Easyjet will sack up to 5,000 staff and close its bases at Stansted, Southend and Newcastle airports
- Luton-based carrier to close hubs at Stansted, Southend and Newcastle airports
- Airline announced last month it was reducing its workforce by up to 30 per cent
EasyJet has today revealed up to 5,000 staff will lose their jobs as it looks to close three of its bases across the UK.
The low cost airline is proposing to close bases at London’s Stansted and Southend airports and at Newcastle in north east England, union BALPA said in a statement.
Some 727 of its UK-based pilots are at risk of redundancy, equivalent to about one-third of its pilots in the country.
The airline announced last month it was reducing its workforce by up to 30%.
EasyJet said in May it needed to cut 4,500 jobs to stay competitive after the coronavirus pandemic caused a travel market slump.
EasyJet has today revealed up to 5,000 staff will lose their jobs as it closes three of its bases across the UK
How was easyJet doing before the lockdown?
According to Feb 2020 flight schedules, easyJet operates more than 8,900 flights (one-way) a week, from more than 120 airports (mainly in Europe).
In terms of flights operated per week during the month of Feb 2020, easyJet’s top five airports are:
London Gatwick (LGW) – 850 flights
Geneva (GVA) – 522 flights
Berlin (TXL) – 396 flights
London Luton (LTN)– 372 flights
Amsterdam (AMS) – 353 flights.
Per week in Feb 2020, easyJet’s top five routes, in terms of scheduled seats available, are between:
London Gatwick (LGW) and Geneva (GVA)
London Gatwick (LGW) and Amsterdam (AMS)
Paris Orly (ORY) and Toulouse (TLS)
London Luton (LTN) and Amsterdam (AMS)
Paris Orly (ORY) and Nice (NCE).
A spokesman for BALPA said it was ‘shocked’ by the scale of the job cuts.
Balpa general secretary Brian Strutton said: ‘We know that aviation is in the midst of the Covid crisis and we had been expecting easyJet to make an announcement of temporary measures to help the airline through to recovery.
‘But this seems an excessive over reaction and easyJet won’t find a supply of pilots waiting to come back when the recovery takes place over the next two years.’
easyJet said in a regulatory filing on Tuesday that the Haji-Ioannou family now hold under 30% of the company.

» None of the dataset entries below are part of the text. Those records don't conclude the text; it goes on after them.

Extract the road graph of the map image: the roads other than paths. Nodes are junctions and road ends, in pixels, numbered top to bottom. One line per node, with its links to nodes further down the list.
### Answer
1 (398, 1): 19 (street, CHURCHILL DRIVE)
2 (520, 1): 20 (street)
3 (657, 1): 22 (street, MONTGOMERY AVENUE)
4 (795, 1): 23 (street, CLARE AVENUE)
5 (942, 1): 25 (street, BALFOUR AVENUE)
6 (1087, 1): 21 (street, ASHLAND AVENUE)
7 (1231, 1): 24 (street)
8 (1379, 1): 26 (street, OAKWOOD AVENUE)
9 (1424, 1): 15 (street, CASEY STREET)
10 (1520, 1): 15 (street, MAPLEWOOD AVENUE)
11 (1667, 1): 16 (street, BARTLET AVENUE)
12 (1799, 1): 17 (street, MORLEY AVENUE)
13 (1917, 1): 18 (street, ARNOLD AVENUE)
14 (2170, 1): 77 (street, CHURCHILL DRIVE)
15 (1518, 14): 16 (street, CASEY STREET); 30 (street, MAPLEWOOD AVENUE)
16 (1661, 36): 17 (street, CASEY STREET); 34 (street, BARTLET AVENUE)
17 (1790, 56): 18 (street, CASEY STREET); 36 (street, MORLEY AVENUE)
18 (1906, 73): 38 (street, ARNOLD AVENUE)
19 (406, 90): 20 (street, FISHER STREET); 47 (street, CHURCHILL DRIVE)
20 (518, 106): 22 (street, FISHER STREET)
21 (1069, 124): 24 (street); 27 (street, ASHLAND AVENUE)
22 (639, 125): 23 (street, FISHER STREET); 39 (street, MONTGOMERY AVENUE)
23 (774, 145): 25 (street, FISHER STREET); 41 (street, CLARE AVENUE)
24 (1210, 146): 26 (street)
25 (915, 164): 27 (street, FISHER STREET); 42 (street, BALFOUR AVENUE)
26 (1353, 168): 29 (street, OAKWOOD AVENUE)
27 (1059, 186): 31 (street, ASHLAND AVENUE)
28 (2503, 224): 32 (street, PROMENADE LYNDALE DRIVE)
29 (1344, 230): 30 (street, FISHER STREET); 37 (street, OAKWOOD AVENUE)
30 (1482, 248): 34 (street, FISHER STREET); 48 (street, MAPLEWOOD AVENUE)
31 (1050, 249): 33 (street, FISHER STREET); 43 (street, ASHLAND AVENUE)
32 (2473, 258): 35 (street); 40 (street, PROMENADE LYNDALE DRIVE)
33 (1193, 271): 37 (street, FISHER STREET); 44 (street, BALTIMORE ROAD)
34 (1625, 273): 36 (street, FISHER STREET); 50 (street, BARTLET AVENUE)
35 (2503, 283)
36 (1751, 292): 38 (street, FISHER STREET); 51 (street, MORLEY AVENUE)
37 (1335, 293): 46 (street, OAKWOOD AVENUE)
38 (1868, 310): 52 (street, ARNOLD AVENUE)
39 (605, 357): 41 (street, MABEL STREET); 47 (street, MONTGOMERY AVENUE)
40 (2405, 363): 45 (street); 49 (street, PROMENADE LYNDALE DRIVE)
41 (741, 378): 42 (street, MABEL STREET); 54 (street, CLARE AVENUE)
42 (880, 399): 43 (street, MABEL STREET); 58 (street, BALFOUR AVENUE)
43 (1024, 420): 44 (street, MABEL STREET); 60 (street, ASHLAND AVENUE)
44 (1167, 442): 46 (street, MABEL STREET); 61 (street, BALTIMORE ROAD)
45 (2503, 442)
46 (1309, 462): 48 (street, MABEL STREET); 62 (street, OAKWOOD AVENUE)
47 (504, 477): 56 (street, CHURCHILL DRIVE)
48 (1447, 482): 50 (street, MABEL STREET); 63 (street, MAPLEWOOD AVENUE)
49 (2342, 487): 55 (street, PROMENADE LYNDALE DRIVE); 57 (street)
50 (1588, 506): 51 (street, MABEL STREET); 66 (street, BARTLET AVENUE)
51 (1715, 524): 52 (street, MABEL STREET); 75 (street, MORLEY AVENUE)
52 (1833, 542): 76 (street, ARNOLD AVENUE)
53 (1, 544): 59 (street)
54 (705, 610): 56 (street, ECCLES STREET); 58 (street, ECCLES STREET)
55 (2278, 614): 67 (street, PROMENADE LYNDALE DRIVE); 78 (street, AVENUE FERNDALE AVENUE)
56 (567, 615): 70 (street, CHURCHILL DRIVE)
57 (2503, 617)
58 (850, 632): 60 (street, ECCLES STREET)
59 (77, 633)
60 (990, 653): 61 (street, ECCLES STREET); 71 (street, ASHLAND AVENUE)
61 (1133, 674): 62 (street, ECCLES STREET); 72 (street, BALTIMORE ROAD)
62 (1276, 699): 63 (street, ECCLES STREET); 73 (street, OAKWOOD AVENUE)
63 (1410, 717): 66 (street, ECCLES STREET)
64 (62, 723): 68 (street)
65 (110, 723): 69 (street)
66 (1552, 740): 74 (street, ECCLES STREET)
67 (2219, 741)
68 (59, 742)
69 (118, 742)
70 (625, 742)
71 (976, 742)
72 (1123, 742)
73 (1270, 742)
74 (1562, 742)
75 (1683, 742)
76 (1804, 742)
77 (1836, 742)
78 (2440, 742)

Stelios Haji-Ioannou founded easyJet, and along with family members remains its biggest shareholder, but he has been critical of its strategy.
Earlier this year he sought to oust its CEO, chairman and others as he objected to their handling of the coronavirus pandemic.
Last week easyJet raised about 419 million pounds through a share placing to help bolster its finances.
‘As a result of the non-pre-emptive placing announced on 24 June 2020, the Haji-Ioannou concert party no longer holds 30% or more of the issued share capital of the company,’ easyJet said in a statement.
As such, easyJet said an agreement between it and easyGroup, Haji-Ioannou’s vehicle, drawn up under controlling shareholder rules, had been terminated.
A separate filing showed that the Haji-Ioannou family now owns 29.99% of easyJet down from the about 33% it used to own. That holding could fall further should the conditional element of the placing be approved by investors on 14 July.